## TASK DIRECTIONS
Print out the full listing, exactly.
++++ INPUT MATERIAL ++++
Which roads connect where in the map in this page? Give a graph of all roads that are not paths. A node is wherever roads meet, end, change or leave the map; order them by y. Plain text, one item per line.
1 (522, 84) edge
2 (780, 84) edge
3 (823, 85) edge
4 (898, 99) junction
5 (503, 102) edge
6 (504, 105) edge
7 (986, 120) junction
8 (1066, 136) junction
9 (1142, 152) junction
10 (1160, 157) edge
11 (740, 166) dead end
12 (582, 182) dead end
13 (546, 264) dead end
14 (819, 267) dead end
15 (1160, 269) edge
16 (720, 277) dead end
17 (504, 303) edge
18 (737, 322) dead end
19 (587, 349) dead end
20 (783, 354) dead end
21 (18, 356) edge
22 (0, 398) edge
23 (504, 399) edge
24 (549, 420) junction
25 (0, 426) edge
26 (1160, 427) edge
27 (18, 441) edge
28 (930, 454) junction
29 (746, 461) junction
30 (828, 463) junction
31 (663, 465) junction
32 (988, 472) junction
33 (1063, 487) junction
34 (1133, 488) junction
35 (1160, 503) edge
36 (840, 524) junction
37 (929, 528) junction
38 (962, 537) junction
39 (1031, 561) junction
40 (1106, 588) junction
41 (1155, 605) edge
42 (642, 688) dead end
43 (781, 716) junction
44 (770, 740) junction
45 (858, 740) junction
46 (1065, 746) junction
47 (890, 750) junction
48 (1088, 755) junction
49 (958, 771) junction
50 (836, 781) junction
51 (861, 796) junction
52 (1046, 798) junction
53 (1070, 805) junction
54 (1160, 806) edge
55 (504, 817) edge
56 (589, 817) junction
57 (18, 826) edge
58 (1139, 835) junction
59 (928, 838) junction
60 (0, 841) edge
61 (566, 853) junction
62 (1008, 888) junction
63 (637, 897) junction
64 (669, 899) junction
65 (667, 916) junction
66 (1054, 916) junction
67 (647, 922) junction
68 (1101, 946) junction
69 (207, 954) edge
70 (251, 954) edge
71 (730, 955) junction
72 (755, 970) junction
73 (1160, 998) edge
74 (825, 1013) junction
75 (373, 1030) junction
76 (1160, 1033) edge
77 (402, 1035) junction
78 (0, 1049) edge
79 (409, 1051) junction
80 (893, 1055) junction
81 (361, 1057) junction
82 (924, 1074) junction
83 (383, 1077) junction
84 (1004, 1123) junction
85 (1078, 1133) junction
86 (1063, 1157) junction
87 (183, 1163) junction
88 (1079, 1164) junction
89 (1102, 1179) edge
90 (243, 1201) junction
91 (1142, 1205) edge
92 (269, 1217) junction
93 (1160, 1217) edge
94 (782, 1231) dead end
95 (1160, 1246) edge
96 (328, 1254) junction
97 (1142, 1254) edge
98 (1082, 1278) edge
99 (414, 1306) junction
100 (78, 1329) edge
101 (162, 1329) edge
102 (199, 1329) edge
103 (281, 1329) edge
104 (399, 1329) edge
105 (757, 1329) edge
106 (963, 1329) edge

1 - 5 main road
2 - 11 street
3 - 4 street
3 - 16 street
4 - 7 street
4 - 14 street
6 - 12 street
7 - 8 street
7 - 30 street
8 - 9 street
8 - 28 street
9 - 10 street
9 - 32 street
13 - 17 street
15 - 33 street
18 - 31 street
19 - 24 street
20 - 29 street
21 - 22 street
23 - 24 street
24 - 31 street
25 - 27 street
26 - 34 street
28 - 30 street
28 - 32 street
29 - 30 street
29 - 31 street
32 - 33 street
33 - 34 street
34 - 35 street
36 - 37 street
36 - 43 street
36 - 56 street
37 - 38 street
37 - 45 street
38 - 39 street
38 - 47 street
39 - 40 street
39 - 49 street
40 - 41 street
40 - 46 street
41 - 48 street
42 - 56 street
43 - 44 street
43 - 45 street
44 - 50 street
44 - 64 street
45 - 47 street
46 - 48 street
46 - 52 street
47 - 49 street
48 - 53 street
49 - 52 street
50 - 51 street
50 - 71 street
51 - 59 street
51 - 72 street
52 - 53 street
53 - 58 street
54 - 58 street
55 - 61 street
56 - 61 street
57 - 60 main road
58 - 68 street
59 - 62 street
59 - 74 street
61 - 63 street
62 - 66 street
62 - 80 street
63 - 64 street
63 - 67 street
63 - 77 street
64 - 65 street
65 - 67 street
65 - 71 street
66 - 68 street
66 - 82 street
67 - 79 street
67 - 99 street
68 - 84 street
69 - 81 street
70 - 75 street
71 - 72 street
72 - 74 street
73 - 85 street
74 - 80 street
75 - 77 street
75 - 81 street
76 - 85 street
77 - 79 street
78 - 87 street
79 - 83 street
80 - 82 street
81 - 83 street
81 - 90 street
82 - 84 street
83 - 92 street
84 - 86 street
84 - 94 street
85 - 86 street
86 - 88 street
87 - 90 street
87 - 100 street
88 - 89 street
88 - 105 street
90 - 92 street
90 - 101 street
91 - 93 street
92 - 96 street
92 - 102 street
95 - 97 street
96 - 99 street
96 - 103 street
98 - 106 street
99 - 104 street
++++
## ANSWER BOX
Which roads connect where in the map in this page? Give a graph of all roads that are not paths. A node is wherever roads meet, end, change or leave the map; order them by y. Plain text, one item per line.
1 (522, 84) edge
2 (780, 84) edge
3 (823, 85) edge
4 (898, 99) junction
5 (503, 102) edge
6 (504, 105) edge
7 (986, 120) junction
8 (1066, 136) junction
9 (1142, 152) junction
10 (1160, 157) edge
11 (740, 166) dead end
12 (582, 182) dead end
13 (546, 264) dead end
14 (819, 267) dead end
15 (1160, 269) edge
16 (720, 277) dead end
17 (504, 303) edge
18 (737, 322) dead end
19 (587, 349) dead end
20 (783, 354) dead end
21 (18, 356) edge
22 (0, 398) edge
23 (504, 399) edge
24 (549, 420) junction
25 (0, 426) edge
26 (1160, 427) edge
27 (18, 441) edge
28 (930, 454) junction
29 (746, 461) junction
30 (828, 463) junction
31 (663, 465) junction
32 (988, 472) junction
33 (1063, 487) junction
34 (1133, 488) junction
35 (1160, 503) edge
36 (840, 524) junction
37 (929, 528) junction
38 (962, 537) junction
39 (1031, 561) junction
40 (1106, 588) junction
41 (1155, 605) edge
42 (642, 688) dead end
43 (781, 716) junction
44 (770, 740) junction
45 (858, 740) junction
46 (1065, 746) junction
47 (890, 750) junction
48 (1088, 755) junction
49 (958, 771) junction
50 (836, 781) junction
51 (861, 796) junction
52 (1046, 798) junction
53 (1070, 805) junction
54 (1160, 806) edge
55 (504, 817) edge
56 (589, 817) junction
57 (18, 826) edge
58 (1139, 835) junction
59 (928, 838) junction
60 (0, 841) edge
61 (566, 853) junction
62 (1008, 888) junction
63 (637, 897) junction
64 (669, 899) junction
65 (667, 916) junction
66 (1054, 916) junction
67 (647, 922) junction
68 (1101, 946) junction
69 (207, 954) edge
70 (251, 954) edge
71 (730, 955) junction
72 (755, 970) junction
73 (1160, 998) edge
74 (825, 1013) junction
75 (373, 1030) junction
76 (1160, 1033) edge
77 (402, 1035) junction
78 (0, 1049) edge
79 (409, 1051) junction
80 (893, 1055) junction
81 (361, 1057) junction
82 (924, 1074) junction
83 (383, 1077) junction
84 (1004, 1123) junction
85 (1078, 1133) junction
86 (1063, 1157) junction
87 (183, 1163) junction
88 (1079, 1164) junction
89 (1102, 1179) edge
90 (243, 1201) junction
91 (1142, 1205) edge
92 (269, 1217) junction
93 (1160, 1217) edge
94 (782, 1231) dead end
95 (1160, 1246) edge
96 (328, 1254) junction
97 (1142, 1254) edge
98 (1082, 1278) edge
99 (414, 1306) junction
100 (78, 1329) edge
101 (162, 1329) edge
102 (199, 1329) edge
103 (281, 1329) edge
104 (399, 1329) edge
105 (757, 1329) edge
106 (963, 1329) edge

1 - 5 main road
2 - 11 street
3 - 4 street
3 - 16 street
4 - 7 street
4 - 14 street
6 - 12 street
7 - 8 street
7 - 30 street
8 - 9 street
8 - 28 street
9 - 10 street
9 - 32 street
13 - 17 street
15 - 33 street
18 - 31 street
19 - 24 street
20 - 29 street
21 - 22 street
23 - 24 street
24 - 31 street
25 - 27 street
26 - 34 street
28 - 30 street
28 - 32 street
29 - 30 street
29 - 31 street
32 - 33 street
33 - 34 street
34 - 35 street
36 - 37 street
36 - 43 street
36 - 56 street
37 - 38 street
37 - 45 street
38 - 39 street
38 - 47 street
39 - 40 street
39 - 49 street
40 - 41 street
40 - 46 street
41 - 48 street
42 - 56 street
43 - 44 street
43 - 45 street
44 - 50 street
44 - 64 street
45 - 47 street
46 - 48 street
46 - 52 street
47 - 49 street
48 - 53 street
49 - 52 street
50 - 51 street
50 - 71 street
51 - 59 street
51 - 72 street
52 - 53 street
53 - 58 street
54 - 58 street
55 - 61 street
56 - 61 street
57 - 60 main road
58 - 68 street
59 - 62 street
59 - 74 street
61 - 63 street
62 - 66 street
62 - 80 street
63 - 64 street
63 - 67 street
63 - 77 street
64 - 65 street
65 - 67 street
65 - 71 street
66 - 68 street
66 - 82 street
67 - 79 street
67 - 99 street
68 - 84 street
69 - 81 street
70 - 75 street
71 - 72 street
72 - 74 street
73 - 85 street
74 - 80 street
75 - 77 street
75 - 81 street
76 - 85 street
77 - 79 street
78 - 87 street
79 - 83 street
80 - 82 street
81 - 83 street
81 - 90 street
82 - 84 street
83 - 92 street
84 - 86 street
84 - 94 street
85 - 86 street
86 - 88 street
87 - 90 street
87 - 100 street
88 - 89 street
88 - 105 street
90 - 92 street
90 - 101 street
91 - 93 street
92 - 96 street
92 - 102 street
95 - 97 street
96 - 99 street
96 - 103 street
98 - 106 street
99 - 104 street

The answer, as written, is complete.